3 Counsel for appellee contend that the complaint states a cause of action by the allegation of excessive assessments, which they say entitles the appellee to relief under the provisions of section 23 of the act.’ This phase of the case was not passed upon by the lower Court. We do not express any opinion on the question. However, it is very clear that appellee is not entitled to an injunction preliminary to a hearing upon the alleged excessive assessments. By a letter attached to the complaint ■written by .appellee’s attorneys to the District Attorney, it is said that the valuations, if reduced 50%, would represent the reasonable value of the properties. He must pay on that basis before he is entitled to a preliminary injunction in any event. Albuquerque Bank v. Perea, 147 U. S. 87; Cooley on Taxation, vol. 11, page 142.

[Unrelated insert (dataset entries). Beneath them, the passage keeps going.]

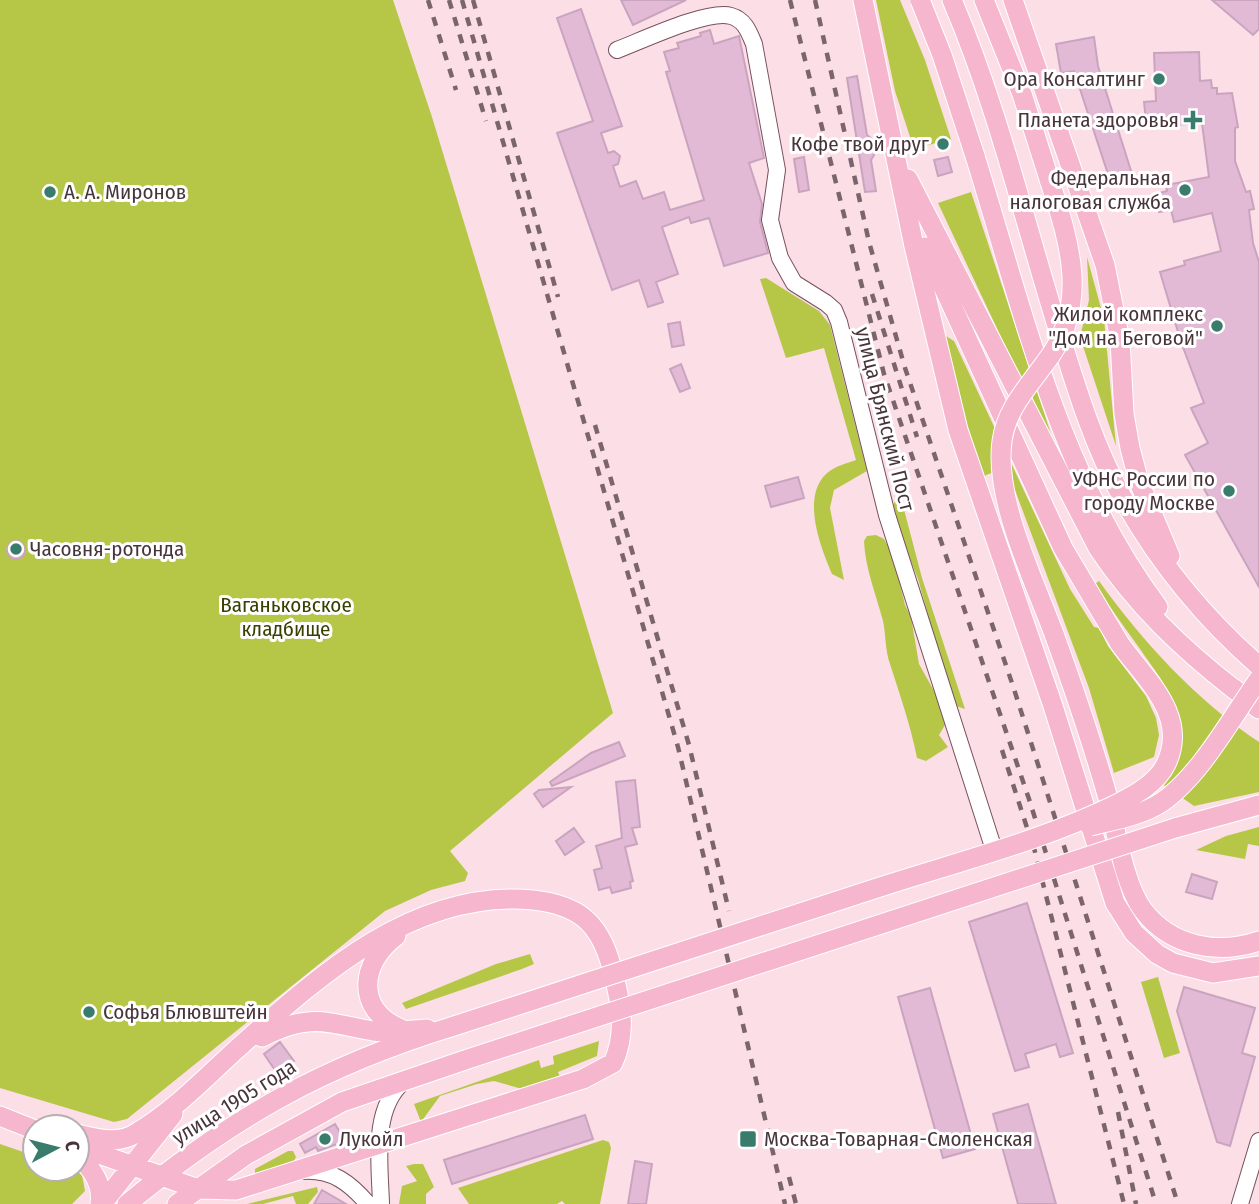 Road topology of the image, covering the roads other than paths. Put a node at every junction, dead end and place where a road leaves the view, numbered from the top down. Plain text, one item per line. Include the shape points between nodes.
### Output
1 (863, 0) edge
2 (920, 0) edge
3 (952, 0) edge
4 (984, 0) edge
5 (1013, 0) edge
6 (617, 50) dead end
7 (888, 126) junction
8 (897, 167) junction
9 (1187, 592) junction
10 (1259, 666) edge
11 (1259, 678) edge
12 (1235, 690) junction
13 (1259, 709) edge
14 (1258, 805) edge
15 (994, 850) junction
16 (417, 921) junction
17 (1253, 944) edge
18 (1259, 966) edge
19 (454, 1026) junction
20 (401, 1029) junction
21 (239, 1047) junction
22 (408, 1077) junction
23 (184, 1099) junction
24 (91, 1137) edge
25 (1259, 1141) edge
26 (382, 1145) junction
27 (91, 1151) edge
28 (134, 1167) junction
29 (301, 1171) junction
30 (91, 1172) edge
31 (162, 1176) junction
32 (198, 1189) junction
33 (101, 1204) edge
34 (127, 1204) edge
35 (177, 1204) edge
36 (368, 1204) edge
37 (381, 1204) edge
38 (1240, 1204) edge

1 - 7 main road
2 - 12 main road, bridge via 943,55 1048,390 1093,504 1112,541 1166,618
3 - 9 main road via 1088,423 1122,496
4 - 17 main road, bridge via 1022,94 1072,258 1072,301 1056,347 1011,412 1002,438 1000,462 1006,501 1085,717 1141,906 1162,929 1183,941 1212,948
5 - 9 main road via 1111,289 1121,340 1124,414 1139,482
6 - 15 street, улица Брянский Пост via 711,16 729,15 746,26 754,44 774,152 777,175 770,220 780,258 788,277 834,310 839,322 887,515
7 - 8 main road
7 - 12 main road via 912,188 1091,538 1155,621
8 - 15 main road, bridge via 941,289 1063,548 1120,644 1161,695 1170,715 1172,736 1165,767 1151,783 1121,803
8 - 18 main road via 961,440 1115,903 1134,933 1174,963 1213,973
9 - 10 main road
11 - 15 main road, bridge via 1187,778 1160,803 1124,818
12 - 13 main road
14 - 22 main road, bridge
15 - 19 main road, bridge
16 - 20 main road via 379,952 368,971 374,1007
16 - 21 main road via 361,947
16 - 26 main road via 488,901 544,901 573,910 604,941 617,986 623,1038 613,1063 601,1072
19 - 20 main road
19 - 31 main road, улица 1905 года via 314,1078 247,1116
20 - 21 main road via 375,1032 338,1022 300,1022
21 - 23 main road
22 - 26 street via 387,1100
22 - 32 main road via 305,1121
23 - 24 main road via 126,1138
23 - 28 main road
25 - 38 street
26 - 29 main road
26 - 37 street
27 - 28 main road
28 - 31 main road
28 - 33 main road
29 - 32 main road via 236,1190
29 - 36 street via 337,1176
30 - 33 main road
31 - 32 main road
31 - 34 main road, улица 1905 года
32 - 35 main road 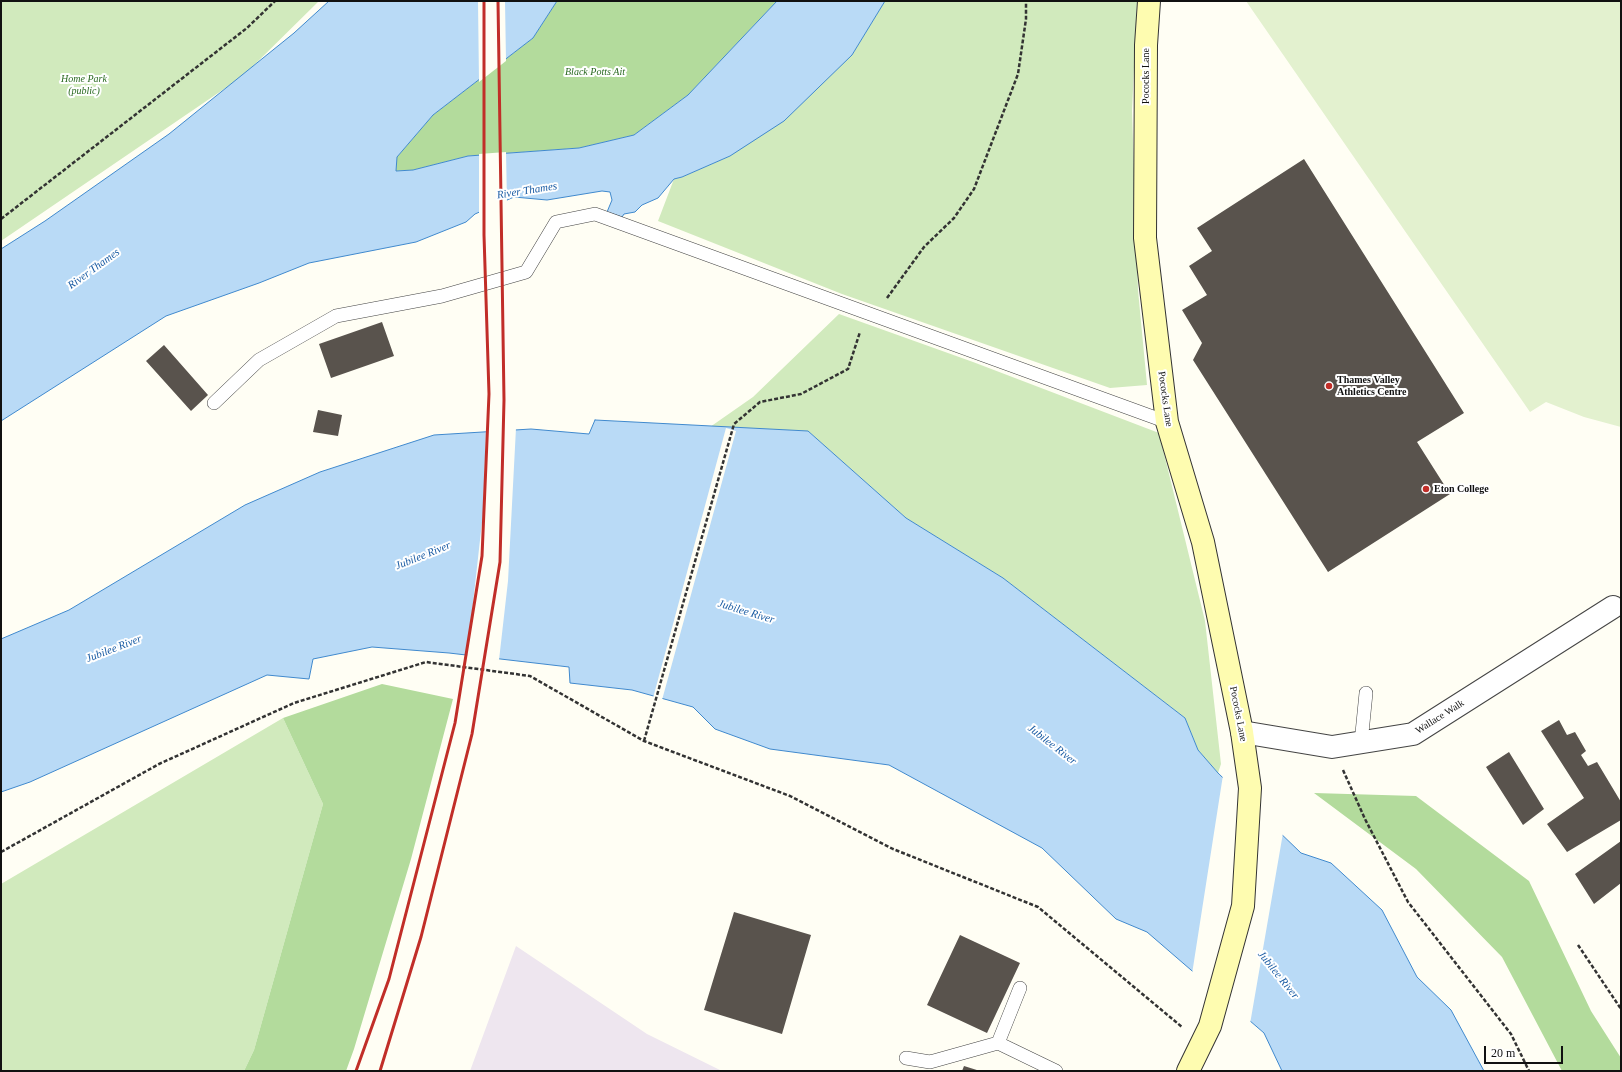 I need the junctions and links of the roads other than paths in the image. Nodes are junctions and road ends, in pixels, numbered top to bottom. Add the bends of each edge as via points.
1 (1149, 1) edge
2 (214, 403) dead end
3 (1167, 422) junction
4 (1617, 605) edge
5 (1366, 693) dead end
6 (1242, 732) junction
7 (1362, 742) junction
8 (1020, 988) dead end
9 (998, 1043) junction
10 (906, 1058) dead end
11 (1056, 1071) edge
12 (1188, 1071) edge

1 - 3 main road, Pococks Lane via 1146,45 1146,238
2 - 3 lane via 259,360 336,316 442,296 526,272 556,222 595,214
3 - 6 main road, Pococks Lane via 1203,542
4 - 7 street, Wallace Walk via 1413,734
5 - 7 lane
6 - 7 street, Wallace Walk via 1332,747
6 - 12 main road, Pococks Lane via 1250,788 1243,906 1206,1035
8 - 9 lane
9 - 10 lane via 930,1062
9 - 11 lane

The proper procedure in such case is announced in Albuquerque Bank v. Perea, supra, as follows :•—

“It is a profitable thing for corporations or individuals whose taxes are very large to obtain a preliminary injunction as to all their taxes, contest the case through several years’ litigation, and when, in the end, it is found that but a small part of the tax should be permanently enjoined, submit to pay the balance. This is not equity. It is in direct violation of the first principles of equity jurisdiction. It is not sufficient to say in the bill that they are ready and willing to pay whatever may be found to be due. They must first pay what is conceded to be due, or what can be seen to be due on the face of the bill, or be shown, by affidavits, whether conceded or not, before the preliminary injunction hsould be granted. The State is not to be thus tied up as to that of which there is no contest, by lumping it with that which is really contested. If the proper officer refuses to receive a part of the tax, it must be tendered, and tendered without the condition annexed of a receipt in full for all taxes assessed.”

The judgment of the lower Court is reversed and remanded for further proceedings not inconsistent “with this opinion.